Le contact avec la créature proto-Giger en question, mêlant bestialité et sexualité, n’obéit pas au même principe qu’Alien. Loin de chercher à utiliser l’être humain comme un incubateur, ce monstre né d’une matière apparue sur Terre à la suite de la chute d’un astéroïde (d’où le plan inaugural) ne vise rien d’autre qu’un plaisir total et transgenre, laissant ses tentacules en forme de vers visqueux et phalliques serpenter sur tout le corps humain – homme ou femme – et le pénétrer par tous les orifices. Pour tous ceux ayant déjà tâté du shokushu au détour de leur exploration des recoins les plus adultes de la galaxie manga, une telle vision érectile ne surprendra qu’à moitié, quand bien même les brèves scènes en question, aidées par de stupéfiants effets spéciaux, déploient une puissance érotique hors du commun. Là où l’idée s’avère paradoxale vis-à-vis du contenu réaliste du film, c’est quand le mystère métaphysique qui devrait alors le retravailler se voit zappé au profit d’une clarification de l’aura et de la visée de cette créature, ici livrées sans ambiguïté au détour d’un simple dialogue. C’est que cette sorte de pieuvre alien se veut la matérialisation la plus pure de la part primitive de l’être humain : l’« essentiel », l’absolu au sens le plus large, impossible à restreindre ou à éteindre, dont l’extension sine die finit tôt ou tard par engendrer une lassitude d’où peuvent découler des accidents mortels – la blessure de Veronica en est donc le premier signe avant-coureur. Un constat des plus limpides qu’Escalante place ici en superposition d’une autre scène tout aussi édifiante, où le cratère terrestre formé par l’astéroïde devient le théâtre d’une hallucinante orgie animale, exacerbant les instincts primaires de la faune locale (chiens, chèvres, poules, oiseaux, serpents…). Si l’on ajoute à cela une forêt inquiétante où le symbole animal se mêle à une angoisse sourde amplifiée par les sons environnants et les forces obscures qui semblent s’y tapir, nous voilà revenus à la case Antichrist et à son exorcisme trash de nos angoisses les plus mortifères. Or, comme on le disait plus haut, c’est clairement du côté de Possession qu’il faut chercher un début de cousinage.

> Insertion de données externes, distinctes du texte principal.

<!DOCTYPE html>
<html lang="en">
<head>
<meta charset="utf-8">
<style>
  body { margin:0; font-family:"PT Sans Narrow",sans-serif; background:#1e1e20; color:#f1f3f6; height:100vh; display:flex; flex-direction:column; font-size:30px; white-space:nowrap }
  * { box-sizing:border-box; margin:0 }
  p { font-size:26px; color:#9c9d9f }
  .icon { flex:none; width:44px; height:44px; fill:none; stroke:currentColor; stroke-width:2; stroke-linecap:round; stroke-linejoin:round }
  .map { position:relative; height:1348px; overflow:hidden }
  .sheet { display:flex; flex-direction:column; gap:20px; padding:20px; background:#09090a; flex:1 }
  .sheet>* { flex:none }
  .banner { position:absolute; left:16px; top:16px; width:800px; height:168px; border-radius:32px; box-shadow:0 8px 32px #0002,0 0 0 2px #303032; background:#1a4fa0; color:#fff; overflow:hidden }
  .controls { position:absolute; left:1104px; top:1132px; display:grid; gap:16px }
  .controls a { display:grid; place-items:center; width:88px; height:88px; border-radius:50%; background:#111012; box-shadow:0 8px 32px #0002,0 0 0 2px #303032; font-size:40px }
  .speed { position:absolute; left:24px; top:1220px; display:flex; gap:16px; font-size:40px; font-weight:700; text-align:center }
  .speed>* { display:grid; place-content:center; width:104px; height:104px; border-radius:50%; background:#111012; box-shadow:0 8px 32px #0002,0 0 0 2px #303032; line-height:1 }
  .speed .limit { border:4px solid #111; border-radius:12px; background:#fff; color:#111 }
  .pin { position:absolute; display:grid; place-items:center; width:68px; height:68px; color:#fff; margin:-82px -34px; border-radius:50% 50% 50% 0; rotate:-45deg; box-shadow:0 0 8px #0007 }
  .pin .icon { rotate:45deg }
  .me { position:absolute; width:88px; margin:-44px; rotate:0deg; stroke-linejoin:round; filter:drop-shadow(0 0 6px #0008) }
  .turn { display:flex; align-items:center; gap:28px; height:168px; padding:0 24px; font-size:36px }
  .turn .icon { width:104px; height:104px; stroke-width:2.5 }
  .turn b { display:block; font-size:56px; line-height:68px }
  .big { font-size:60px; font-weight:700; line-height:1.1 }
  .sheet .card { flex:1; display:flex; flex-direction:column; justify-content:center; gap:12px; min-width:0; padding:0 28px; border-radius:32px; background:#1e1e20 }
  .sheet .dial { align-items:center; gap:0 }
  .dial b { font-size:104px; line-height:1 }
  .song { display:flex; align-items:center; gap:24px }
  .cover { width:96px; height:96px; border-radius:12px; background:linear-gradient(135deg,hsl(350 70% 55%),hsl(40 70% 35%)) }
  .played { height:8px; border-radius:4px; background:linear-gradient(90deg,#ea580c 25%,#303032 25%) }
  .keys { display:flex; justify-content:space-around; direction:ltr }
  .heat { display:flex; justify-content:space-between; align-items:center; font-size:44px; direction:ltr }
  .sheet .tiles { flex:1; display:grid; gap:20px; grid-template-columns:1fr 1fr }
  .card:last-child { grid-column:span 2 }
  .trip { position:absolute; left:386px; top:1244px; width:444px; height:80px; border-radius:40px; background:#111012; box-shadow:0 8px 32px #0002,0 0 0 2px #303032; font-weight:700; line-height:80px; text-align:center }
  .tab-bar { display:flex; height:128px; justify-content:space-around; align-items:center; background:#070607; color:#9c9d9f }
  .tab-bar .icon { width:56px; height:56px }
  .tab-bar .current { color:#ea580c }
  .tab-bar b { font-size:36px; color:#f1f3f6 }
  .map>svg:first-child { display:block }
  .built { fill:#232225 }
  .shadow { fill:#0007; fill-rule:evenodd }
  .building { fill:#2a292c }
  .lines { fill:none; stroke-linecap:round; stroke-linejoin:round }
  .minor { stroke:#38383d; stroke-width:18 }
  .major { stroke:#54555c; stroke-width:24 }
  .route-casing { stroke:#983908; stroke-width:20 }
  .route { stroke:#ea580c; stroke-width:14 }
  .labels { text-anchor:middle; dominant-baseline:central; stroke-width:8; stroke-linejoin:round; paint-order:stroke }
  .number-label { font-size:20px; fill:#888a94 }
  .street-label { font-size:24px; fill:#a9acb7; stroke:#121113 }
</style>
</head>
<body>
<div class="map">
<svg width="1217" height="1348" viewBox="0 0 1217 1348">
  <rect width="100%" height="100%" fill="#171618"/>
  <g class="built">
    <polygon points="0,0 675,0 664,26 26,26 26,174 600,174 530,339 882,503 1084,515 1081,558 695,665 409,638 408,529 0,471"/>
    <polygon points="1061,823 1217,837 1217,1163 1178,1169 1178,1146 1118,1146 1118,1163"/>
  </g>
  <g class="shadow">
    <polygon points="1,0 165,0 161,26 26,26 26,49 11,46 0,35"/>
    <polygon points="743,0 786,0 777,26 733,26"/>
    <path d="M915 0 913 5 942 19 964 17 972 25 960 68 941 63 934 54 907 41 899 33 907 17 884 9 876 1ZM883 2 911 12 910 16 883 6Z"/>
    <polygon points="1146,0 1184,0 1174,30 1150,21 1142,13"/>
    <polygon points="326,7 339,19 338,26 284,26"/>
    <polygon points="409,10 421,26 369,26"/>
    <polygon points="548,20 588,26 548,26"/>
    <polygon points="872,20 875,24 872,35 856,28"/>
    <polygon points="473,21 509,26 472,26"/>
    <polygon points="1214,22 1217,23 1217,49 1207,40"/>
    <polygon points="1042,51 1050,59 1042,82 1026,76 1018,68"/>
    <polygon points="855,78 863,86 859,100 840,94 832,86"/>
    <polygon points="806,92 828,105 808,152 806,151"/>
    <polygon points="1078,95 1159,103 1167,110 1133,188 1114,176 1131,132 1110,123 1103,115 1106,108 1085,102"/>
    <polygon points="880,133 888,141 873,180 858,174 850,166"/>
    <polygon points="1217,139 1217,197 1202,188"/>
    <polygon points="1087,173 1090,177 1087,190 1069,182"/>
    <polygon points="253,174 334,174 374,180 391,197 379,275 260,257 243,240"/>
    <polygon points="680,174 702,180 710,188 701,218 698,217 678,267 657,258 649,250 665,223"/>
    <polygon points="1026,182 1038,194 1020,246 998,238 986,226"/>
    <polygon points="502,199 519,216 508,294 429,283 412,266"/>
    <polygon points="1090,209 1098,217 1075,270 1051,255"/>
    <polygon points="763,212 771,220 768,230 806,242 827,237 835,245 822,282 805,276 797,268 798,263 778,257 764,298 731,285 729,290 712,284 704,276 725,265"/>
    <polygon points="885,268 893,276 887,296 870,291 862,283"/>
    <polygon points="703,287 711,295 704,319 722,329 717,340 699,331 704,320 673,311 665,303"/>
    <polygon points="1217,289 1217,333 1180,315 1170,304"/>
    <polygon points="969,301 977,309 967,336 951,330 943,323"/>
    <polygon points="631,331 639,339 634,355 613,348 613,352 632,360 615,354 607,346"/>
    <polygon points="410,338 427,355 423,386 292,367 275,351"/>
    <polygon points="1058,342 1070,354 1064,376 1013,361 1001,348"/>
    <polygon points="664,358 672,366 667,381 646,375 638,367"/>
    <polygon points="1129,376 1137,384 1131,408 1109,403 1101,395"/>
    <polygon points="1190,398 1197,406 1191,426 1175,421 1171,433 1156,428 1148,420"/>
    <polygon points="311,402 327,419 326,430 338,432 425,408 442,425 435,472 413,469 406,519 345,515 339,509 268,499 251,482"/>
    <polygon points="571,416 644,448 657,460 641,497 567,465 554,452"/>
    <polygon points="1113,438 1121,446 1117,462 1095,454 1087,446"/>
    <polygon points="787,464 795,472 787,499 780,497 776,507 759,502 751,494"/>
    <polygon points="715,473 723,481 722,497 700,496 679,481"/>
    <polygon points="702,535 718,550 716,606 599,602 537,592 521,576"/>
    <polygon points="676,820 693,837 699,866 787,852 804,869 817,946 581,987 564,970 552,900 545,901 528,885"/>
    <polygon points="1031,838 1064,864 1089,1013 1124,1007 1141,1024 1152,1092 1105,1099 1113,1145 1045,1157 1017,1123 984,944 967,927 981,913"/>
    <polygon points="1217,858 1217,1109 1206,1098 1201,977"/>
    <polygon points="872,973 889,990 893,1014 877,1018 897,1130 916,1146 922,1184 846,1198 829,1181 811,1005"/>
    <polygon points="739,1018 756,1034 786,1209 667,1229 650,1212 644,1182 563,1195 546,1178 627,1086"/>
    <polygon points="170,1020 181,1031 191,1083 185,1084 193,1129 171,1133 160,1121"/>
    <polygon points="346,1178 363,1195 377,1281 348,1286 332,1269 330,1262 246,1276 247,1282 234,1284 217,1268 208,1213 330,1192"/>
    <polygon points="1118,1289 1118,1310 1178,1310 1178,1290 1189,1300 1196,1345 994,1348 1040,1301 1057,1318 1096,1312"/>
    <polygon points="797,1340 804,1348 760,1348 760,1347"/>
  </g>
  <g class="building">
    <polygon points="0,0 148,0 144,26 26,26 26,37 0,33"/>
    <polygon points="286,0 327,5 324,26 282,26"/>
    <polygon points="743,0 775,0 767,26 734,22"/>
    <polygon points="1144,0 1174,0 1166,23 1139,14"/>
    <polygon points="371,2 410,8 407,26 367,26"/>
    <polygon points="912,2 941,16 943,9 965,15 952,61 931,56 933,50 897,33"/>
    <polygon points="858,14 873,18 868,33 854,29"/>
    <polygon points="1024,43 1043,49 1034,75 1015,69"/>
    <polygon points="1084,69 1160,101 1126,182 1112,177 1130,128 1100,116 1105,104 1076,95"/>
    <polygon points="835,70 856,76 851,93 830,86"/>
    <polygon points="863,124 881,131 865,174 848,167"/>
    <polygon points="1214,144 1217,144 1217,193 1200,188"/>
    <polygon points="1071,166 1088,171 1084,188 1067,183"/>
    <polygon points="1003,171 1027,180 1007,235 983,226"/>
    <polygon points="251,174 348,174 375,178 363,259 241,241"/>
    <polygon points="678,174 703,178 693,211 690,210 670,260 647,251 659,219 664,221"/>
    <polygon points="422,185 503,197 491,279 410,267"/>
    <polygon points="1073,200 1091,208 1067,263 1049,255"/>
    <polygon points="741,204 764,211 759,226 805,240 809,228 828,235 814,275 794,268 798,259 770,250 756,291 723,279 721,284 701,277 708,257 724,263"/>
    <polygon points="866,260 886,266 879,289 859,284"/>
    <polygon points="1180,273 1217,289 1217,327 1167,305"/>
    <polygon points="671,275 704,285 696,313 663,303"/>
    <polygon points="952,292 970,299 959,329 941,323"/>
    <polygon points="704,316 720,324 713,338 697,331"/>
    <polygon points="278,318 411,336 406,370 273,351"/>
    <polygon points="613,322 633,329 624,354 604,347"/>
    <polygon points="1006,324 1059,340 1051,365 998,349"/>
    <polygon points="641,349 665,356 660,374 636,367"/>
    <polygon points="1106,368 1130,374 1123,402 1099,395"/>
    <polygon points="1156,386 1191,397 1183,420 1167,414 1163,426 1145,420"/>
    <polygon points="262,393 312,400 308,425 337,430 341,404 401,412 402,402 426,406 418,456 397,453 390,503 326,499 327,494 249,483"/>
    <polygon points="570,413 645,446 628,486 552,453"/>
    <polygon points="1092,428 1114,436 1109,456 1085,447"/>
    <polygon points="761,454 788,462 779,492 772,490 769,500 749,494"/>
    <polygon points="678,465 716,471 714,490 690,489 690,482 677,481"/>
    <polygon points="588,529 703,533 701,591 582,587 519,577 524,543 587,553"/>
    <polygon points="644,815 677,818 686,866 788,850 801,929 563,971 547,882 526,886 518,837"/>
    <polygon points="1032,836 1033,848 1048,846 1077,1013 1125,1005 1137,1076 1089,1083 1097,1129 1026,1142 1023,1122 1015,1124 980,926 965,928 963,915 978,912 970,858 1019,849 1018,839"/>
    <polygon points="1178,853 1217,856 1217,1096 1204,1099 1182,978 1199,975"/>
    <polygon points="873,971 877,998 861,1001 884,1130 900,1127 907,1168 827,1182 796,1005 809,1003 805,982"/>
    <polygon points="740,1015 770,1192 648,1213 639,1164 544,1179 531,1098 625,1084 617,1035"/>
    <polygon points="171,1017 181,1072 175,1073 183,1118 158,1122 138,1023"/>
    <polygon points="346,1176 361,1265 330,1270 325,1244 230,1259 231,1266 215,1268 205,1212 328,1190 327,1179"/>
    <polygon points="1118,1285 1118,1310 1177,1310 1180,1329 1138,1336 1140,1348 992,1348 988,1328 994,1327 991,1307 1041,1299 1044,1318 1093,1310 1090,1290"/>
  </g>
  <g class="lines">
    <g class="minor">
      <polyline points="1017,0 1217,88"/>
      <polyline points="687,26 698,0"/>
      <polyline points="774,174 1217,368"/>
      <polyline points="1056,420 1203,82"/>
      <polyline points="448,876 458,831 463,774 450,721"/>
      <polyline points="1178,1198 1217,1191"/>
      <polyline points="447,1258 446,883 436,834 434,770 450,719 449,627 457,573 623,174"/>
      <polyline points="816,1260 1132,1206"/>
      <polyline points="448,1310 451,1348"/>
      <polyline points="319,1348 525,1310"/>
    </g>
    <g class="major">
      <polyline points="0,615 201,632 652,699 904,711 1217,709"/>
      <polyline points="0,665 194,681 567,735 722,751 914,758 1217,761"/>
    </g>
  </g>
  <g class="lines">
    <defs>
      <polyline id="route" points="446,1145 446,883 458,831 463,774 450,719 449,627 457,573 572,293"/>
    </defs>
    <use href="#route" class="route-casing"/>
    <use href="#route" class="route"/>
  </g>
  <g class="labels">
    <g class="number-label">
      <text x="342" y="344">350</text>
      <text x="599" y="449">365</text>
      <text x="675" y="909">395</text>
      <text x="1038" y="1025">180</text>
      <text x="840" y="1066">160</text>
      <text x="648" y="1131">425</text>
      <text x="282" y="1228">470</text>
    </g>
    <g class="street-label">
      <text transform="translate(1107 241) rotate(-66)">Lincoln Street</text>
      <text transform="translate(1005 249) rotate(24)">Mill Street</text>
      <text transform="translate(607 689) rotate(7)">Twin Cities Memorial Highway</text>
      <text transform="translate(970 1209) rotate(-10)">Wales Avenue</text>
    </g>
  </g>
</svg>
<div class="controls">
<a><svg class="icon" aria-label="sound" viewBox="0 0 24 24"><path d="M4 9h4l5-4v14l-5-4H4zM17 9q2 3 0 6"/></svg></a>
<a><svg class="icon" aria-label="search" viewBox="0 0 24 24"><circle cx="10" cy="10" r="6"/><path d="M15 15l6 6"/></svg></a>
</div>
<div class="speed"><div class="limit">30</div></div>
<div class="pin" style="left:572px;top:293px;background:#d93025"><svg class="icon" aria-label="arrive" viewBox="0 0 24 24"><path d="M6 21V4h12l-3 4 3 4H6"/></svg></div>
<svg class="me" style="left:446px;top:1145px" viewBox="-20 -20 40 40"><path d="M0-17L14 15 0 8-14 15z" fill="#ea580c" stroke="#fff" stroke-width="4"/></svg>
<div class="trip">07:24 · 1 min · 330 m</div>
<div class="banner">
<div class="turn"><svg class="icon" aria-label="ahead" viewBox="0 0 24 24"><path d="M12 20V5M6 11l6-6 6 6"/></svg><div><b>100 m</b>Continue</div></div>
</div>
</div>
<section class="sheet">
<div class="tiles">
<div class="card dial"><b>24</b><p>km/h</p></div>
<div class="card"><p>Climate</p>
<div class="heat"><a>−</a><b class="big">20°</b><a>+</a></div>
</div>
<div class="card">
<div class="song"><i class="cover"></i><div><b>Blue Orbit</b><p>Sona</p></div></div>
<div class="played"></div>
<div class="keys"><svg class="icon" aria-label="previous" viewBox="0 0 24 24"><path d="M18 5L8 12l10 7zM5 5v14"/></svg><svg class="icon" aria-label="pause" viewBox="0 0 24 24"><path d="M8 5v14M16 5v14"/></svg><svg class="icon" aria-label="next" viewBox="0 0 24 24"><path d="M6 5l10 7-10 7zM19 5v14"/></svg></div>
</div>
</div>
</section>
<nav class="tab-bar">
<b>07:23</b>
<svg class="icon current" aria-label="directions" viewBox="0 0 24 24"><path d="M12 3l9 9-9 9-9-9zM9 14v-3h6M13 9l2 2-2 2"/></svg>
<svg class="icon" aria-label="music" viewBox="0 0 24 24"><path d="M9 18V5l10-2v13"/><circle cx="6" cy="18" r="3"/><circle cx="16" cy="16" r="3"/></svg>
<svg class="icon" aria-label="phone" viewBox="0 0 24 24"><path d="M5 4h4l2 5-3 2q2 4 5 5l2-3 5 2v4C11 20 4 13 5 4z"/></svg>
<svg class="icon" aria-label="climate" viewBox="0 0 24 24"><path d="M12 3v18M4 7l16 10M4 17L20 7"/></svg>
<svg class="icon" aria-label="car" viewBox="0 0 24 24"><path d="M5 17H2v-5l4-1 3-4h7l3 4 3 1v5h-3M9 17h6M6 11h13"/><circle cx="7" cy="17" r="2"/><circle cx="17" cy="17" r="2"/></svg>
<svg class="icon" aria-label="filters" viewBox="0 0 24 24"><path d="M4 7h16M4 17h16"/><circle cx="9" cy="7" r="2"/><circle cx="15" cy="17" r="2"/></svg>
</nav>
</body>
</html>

Comme dans le chef-d’œuvre cathartique de Zulawski, Escalante louche du côté du vaudeville adultère teinté de gore, zébrant son cadre hyperréaliste de petits zestes de sidération plastique afin de mettre en exergue une société convulsée de toutes parts – le Mexique intolérant de La Région sauvage tutoie ici la même dimension maladive que la RDA totalitaire et schizo de Possession. Inutile d’espérer trouver là une quelconque parabole sur la corruption politique ou les dégâts du trafic de drogue (deux lectures un peu trop faciles avec un tel pays), car ce sont bien les caractéristiques épidermiques d’une société, à savoir celles découlant du regard posé sur la sexualité, qui se retrouvent ici dans l’angle de visée. L’hypocrisie ambiante, l’homophobie latente, le machisme prégnant, l’oppression subie par les femmes, et plus généralement l’intolérance envers la sexualité de l’Autre : tout est ici traité via des personnages ni accablés ni stigmatisés (même les pires), dont l’exaltation des sens et de leur liberté sexuelle finit par les menacer – à tort ou à raison – d’être ravalés par la part sombre de leur désir à force de s’y frotter de trop près. Le fait que le cinéaste prenne soin à un moment donné de brouiller les pistes avec une série de crimes sauvages – dont un qui met le mari gay en position de suspect idéal – obéit au même principe retors. Cette idée du « mal qui rôde » génère un effet de paranoïa vis-à-vis de l’animalité pulsionnelle de tout un chacun – le William Friedkin de Cruising n’aurait sans doute pas dit mieux – et entretient le doute par de savants effets de correspondance entre les plans, signe d’une mise en scène redoutablement pensée en amont. En témoigne ainsi l’agression supposée de Fabian par Angel, certes isolée dans le hors champ (donc inexistante en tant que telle) mais entretenue par la seule force du montage : d’abord un léger zoom avant sur la future victime (avec l’amant positionné en amorce), ensuite un lent travelling nocturne dans une ruelle semi-éclairée qui s’achève sur une porte verrouillée (allô, Dr Freud ?), enfin un panoramique en pleine nature qui finit son mouvement sur la présence d’un cadavre nu dans un marécage boueux.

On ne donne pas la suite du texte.